The Finance Law for 2016, supplemented and simplified by the decision of the Minister for Action and Public Accounts on 15 June 2017, makes it mandatory to use secure POS software and systems as from 1 January 2018.

General Principle

The law targets any entity in France required to collect VAT (though exceptions may exist) that records payments by its customers who are not in the VAT system using POS software or a POS system, regardless of how payment is made. Transactions affected are deliveries of goods and services that are not invoiced and concern all tools that automate calculations and make a record of collection transactions. Such POS software and systems must be certified, starting on 1 January 2018, and the user companies are to charge the costs of obtaining these certificates to expenses.

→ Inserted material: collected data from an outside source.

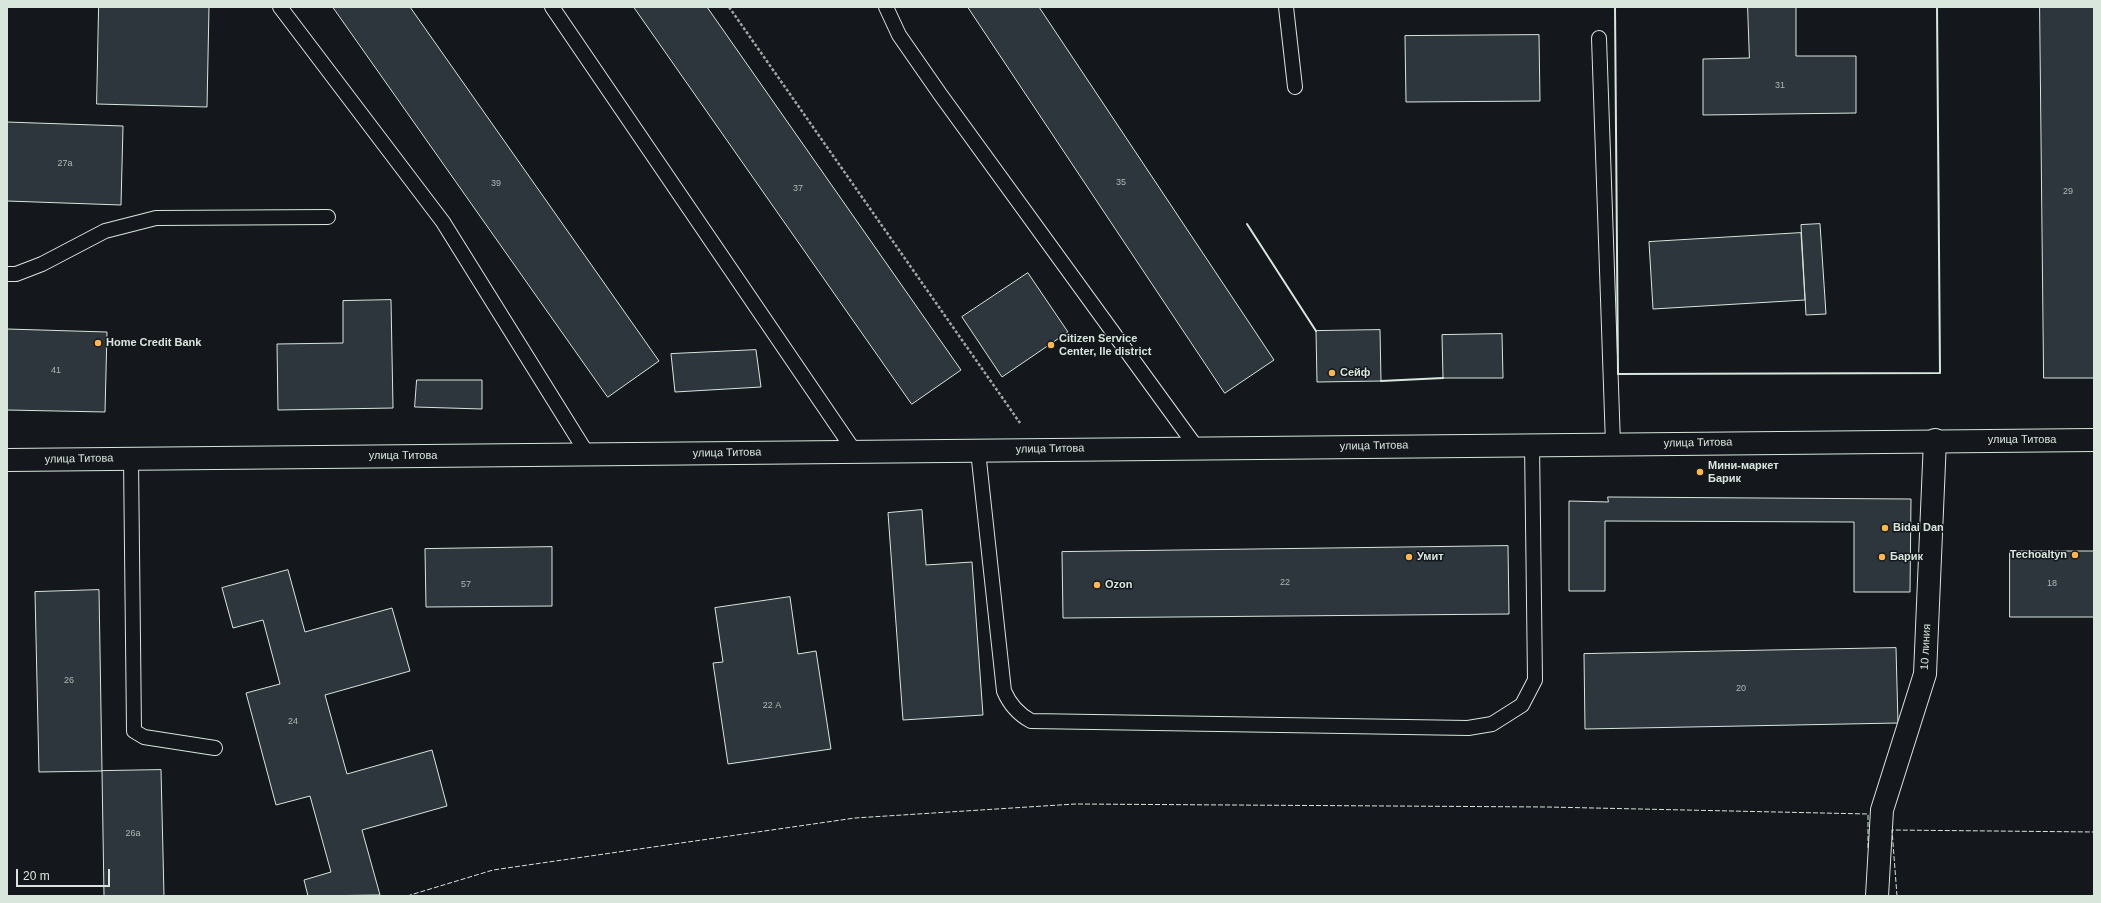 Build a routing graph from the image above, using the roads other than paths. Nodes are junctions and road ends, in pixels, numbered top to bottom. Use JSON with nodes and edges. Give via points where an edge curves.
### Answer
{"nodes":[{"id":1,"x":280,"y":7,"type":"edge"},
{"id":2,"x":552,"y":7,"type":"edge"},
{"id":3,"x":886,"y":7,"type":"edge"},
{"id":4,"x":1286,"y":7,"type":"edge"},
{"id":5,"x":1599,"y":38,"type":"dead end"},
{"id":6,"x":1295,"y":87,"type":"dead end"},
{"id":7,"x":328,"y":218,"type":"dead end"},
{"id":8,"x":7,"y":274,"type":"edge"},
{"id":9,"x":1936,"y":440,"type":"junction"},
{"id":10,"x":2094,"y":440,"type":"edge"},
{"id":11,"x":1532,"y":444,"type":"junction"},
{"id":12,"x":1613,"y":444,"type":"junction"},
{"id":13,"x":1197,"y":448,"type":"junction"},
{"id":14,"x":978,"y":451,"type":"junction"},
{"id":15,"x":855,"y":452,"type":"junction"},
{"id":16,"x":588,"y":455,"type":"junction"},
{"id":17,"x":131,"y":459,"type":"junction"},
{"id":18,"x":7,"y":460,"type":"edge"},
{"id":19,"x":215,"y":748,"type":"dead end"},
{"id":20,"x":1877,"y":896,"type":"edge"}],
"edges":[{"from":1,"to":16,"type":"lane","via":[[443,222]]},
{"from":2,"to":15,"type":"lane"},
{"from":3,"to":13,"type":"lane","via":[[899,35],[940,94]]},
{"from":4,"to":6,"type":"lane"},
{"from":5,"to":12,"type":"lane"},
{"from":7,"to":8,"type":"lane","via":[[156,218],[105,230],[42,264],[16,274]]},
{"from":9,"to":10,"type":"street","name":"улица Титова"},
{"from":9,"to":12,"type":"street","name":"улица Титова"},
{"from":9,"to":20,"type":"street","name":"10 линия","via":[[1925,674],[1882,810]]},
{"from":11,"to":12,"type":"street","name":"улица Титова"},
{"from":11,"to":13,"type":"street","name":"улица Титова"},
{"from":11,"to":14,"type":"lane","via":[[1535,680],[1522,706],[1492,724],[1468,728],[1032,721],[1019,714],[1008,701],[1004,691]]},
{"from":13,"to":14,"type":"street","name":"улица Титова"},
{"from":14,"to":15,"type":"street","name":"улица Титова"},
{"from":15,"to":16,"type":"street","name":"улица Титова"},
{"from":16,"to":17,"type":"street","name":"улица Титова"},
{"from":17,"to":18,"type":"street","name":"улица Титова"},
{"from":17,"to":19,"type":"lane","via":[[134,730],[144,738]]}]}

Conditions and technical aspects

The Finance Law for 2016 sets four conditions for certifying the POS software or system:

– Inalterability: The integrity of the data recorded must be guaranteed over time by any reliable technical process. Therefore, the payment data must not be able to be modified after they are originally recorded. If corrections become necessary, new transactions must be recorded, which in turn will be subjected to the condition of inalterability. All transactions must be recorded in a database.

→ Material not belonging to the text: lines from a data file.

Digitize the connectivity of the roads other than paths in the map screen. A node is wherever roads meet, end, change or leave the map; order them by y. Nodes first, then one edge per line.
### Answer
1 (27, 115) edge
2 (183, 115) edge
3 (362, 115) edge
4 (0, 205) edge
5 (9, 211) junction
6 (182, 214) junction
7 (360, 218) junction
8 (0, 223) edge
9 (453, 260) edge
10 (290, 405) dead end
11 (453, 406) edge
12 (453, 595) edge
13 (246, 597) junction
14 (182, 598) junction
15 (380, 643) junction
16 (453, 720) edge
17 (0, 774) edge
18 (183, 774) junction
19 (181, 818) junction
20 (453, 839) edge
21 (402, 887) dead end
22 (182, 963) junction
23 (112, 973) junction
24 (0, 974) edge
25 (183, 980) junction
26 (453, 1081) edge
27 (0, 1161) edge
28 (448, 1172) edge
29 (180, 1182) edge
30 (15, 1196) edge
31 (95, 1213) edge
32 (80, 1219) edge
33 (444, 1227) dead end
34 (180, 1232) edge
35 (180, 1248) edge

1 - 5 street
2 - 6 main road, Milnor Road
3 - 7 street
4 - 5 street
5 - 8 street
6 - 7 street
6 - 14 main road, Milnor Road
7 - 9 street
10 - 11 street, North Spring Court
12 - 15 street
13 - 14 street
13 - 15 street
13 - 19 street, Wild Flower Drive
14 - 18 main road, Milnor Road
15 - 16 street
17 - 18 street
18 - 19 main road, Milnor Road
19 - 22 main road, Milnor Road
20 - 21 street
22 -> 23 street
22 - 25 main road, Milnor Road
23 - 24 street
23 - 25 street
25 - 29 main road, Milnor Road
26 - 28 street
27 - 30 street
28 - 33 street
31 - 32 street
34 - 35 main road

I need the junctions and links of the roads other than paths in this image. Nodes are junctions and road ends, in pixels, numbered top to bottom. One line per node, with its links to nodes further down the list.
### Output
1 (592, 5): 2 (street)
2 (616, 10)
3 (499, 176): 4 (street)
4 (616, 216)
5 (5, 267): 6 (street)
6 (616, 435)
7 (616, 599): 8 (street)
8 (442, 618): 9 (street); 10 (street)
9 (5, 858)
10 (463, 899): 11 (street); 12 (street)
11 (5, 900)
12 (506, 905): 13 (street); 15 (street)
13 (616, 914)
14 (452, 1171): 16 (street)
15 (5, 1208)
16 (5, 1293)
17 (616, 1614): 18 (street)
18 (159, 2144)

– Security: The POS software or system must (through any reliable process) secure the starting data, the amended data recorded and the data making it possible to produce the evidential documents issued.

– Retention: Administrative doctrine clarifies that the obligation to close is daily, monthly and annual. The system must calculate inalterable data among which the grand total for the accounting period the period total and the perpetual total (the aggregate since the start of use of the application). The user of the software must retain the data recorded in its POS software for a minimum of six years. The data pertaining to the details of the collections (ticket number, date, cash register number, tax-inclusive total, VAT, detail of the items, etc.).

– Archiving: The data must be archived at least once at the end of each period or financial year. It is possible to perform a purge, removing the data from the POS software and storing them on an external archiving medium (a thumb drive, hard disk or optical disk).

The publisher’s responsibility

The publisher is the company that holds the source code of the POS software or system and that is in control of modifying the software’s specifications. It therefore has a responsibility for the security condition; it must obtain certification and produce a certificate for the POS software or system. It must also ensure that the archives can easily be read by the taxation authority (though no form of archive is dictated).

Procedures for proving compliance with the conditions

The user has two ways of proving compliance with the conditions set by law:

– by presenting the certification of the POS software issued by the two bodies currently accredited by COFRAC, the national accreditation authority: AFNOR Certification and the National Metrology and Testing Laboratory (“LNE”). An EU certifier may also certify the POS software or system. The list of certified POS software is available for consultation on the websites of the two accredited bodies.

– by presenting a certification, produced by the publisher of the software, that must contain mention of compliance with the four conditions cited above, as well as the name, reference and purchase date of the POS software or system. In the case of subsidiaries of a group or a chain of stores, where the POS systems are identical, a single certification is enough for all of them.

Right to monitor and penalties

Tax authority employees are able to carry out spot checks in the business premises of an entity subject to VAT to check on possession of the certificates required for each copy of the POS software or systems. The company may be fined €7,500 for each copy of the POS software or system for which no certificate can be produced.